Start of Records

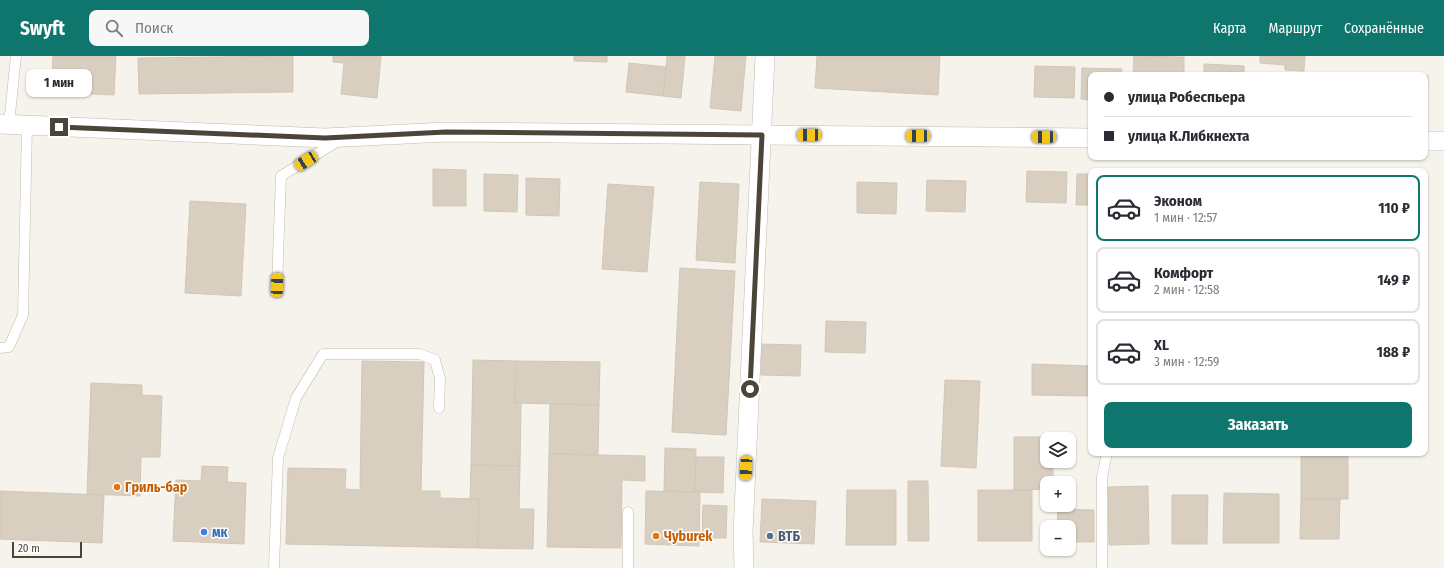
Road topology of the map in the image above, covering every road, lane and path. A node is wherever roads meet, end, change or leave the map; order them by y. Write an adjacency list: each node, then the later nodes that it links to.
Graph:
1 (16, 56): 3 (lane)
2 (765, 56): 4 (street)
3 (12, 125): 5 (street); 10 (lane)
4 (762, 135): 5 (street); 6 (street); 16 (street)
5 (344, 137): 9 (lane)
6 (1088, 138)
7 (1428, 140): 8 (street)
8 (1444, 141)
9 (277, 285)
10 (0, 348)
11 (439, 408): 14 (lane)
12 (1106, 456): 17 (lane)
13 (628, 512): 15 (lane)
14 (274, 568)
15 (628, 568)
16 (744, 568)
17 (1102, 568)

End of Records

### What is required
Would you please repeat all the data word for word, but without the pictures?

### Exercise output
Road topology of the map in the image above, covering every road, lane and path. A node is wherever roads meet, end, change or leave the map; order them by y. Write an adjacency list: each node, then the later nodes that it links to.
Graph:
1 (16, 56): 3 (lane)
2 (765, 56): 4 (street)
3 (12, 125): 5 (street); 10 (lane)
4 (762, 135): 5 (street); 6 (street); 16 (street)
5 (344, 137): 9 (lane)
6 (1088, 138)
7 (1428, 140): 8 (street)
8 (1444, 141)
9 (277, 285)
10 (0, 348)
11 (439, 408): 14 (lane)
12 (1106, 456): 17 (lane)
13 (628, 512): 15 (lane)
14 (274, 568)
15 (628, 568)
16 (744, 568)
17 (1102, 568)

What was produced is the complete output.